Coding of each picture is executed in units of macroblocks of, e.g., 16×16 pixels. Any one of an intra-frame coding mode (intra-coding mode) and inter-frame prediction coding mode (inter-coding mode) is selected for each macroblock.
In the inter-frame prediction coding mode, a motion compensation inter-frame prediction signal corresponding to a picture to be coded is generated in fixed units of form (for example blocks) by predicting a motion of the picture to be coded from the coded picture. A prediction error signal generated by subtracting the motion compensation inter-frame prediction signal from the picture to be coded is coded by orthogonal transformation (DCT), quantization and entropy coding. In the intra-coding mode, a prediction signal of a picture to be coded is generated from the picture to be coded and then it is coded by orthogonal transformation (DCT), quantization and entropy coding.
In MPEG-2 or MPEG-4, the coding mode is determined in units of pictures. However, in the case of the H.264/AVC standard, the coding mode is determined in units of slices constituting one picture, and a plurality of coding modes can be used in a mixed manner in one picture.
Some NAL units are grouped in one segment called “access unit” for access in units of pictures.

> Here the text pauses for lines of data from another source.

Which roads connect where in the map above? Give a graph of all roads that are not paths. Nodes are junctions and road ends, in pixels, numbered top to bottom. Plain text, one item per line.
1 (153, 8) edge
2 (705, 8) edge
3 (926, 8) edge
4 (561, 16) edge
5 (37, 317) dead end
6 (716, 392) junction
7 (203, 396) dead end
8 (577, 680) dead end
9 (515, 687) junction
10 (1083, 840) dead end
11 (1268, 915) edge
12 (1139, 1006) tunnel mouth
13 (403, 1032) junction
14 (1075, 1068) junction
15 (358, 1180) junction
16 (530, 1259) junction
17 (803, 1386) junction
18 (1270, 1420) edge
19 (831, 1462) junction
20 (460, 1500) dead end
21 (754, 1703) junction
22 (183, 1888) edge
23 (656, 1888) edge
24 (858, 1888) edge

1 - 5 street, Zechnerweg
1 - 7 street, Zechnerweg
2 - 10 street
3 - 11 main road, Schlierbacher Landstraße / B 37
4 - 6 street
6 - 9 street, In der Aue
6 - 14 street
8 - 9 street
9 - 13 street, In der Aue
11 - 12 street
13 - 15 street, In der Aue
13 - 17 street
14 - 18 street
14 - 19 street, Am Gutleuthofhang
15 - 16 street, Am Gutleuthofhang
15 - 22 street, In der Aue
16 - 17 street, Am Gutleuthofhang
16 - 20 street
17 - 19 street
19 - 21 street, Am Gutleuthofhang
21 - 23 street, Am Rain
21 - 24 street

The access unit includes SPS (Sequence Parameter Set), PPS (Picture Parameter Set), and main picture information.
The SPS is a header that includes information, such as profile or level of an image, concerning coding of the entire sequence. The PPS is a header that indicates the coding mode of the entire picture. The main picture information is a data set of a plurality of macroblock data included in the picture.
There may be a case where there exists no PPS corresponding to the header of the entire picture, so that the starting position of the picture cannot be found by the PPS. The segment of the picture is detected by referring to a frame number included in the header of each slice to determine whether some information, such as the frame number, differs from those of an immediately preceding NAL unit.
The data of each macroblock has information for use in decoding. The information for use in decoding includes prediction mode information, prediction block sizer prediction direction information, reference picture index, motion vector information, and DCT coefficient.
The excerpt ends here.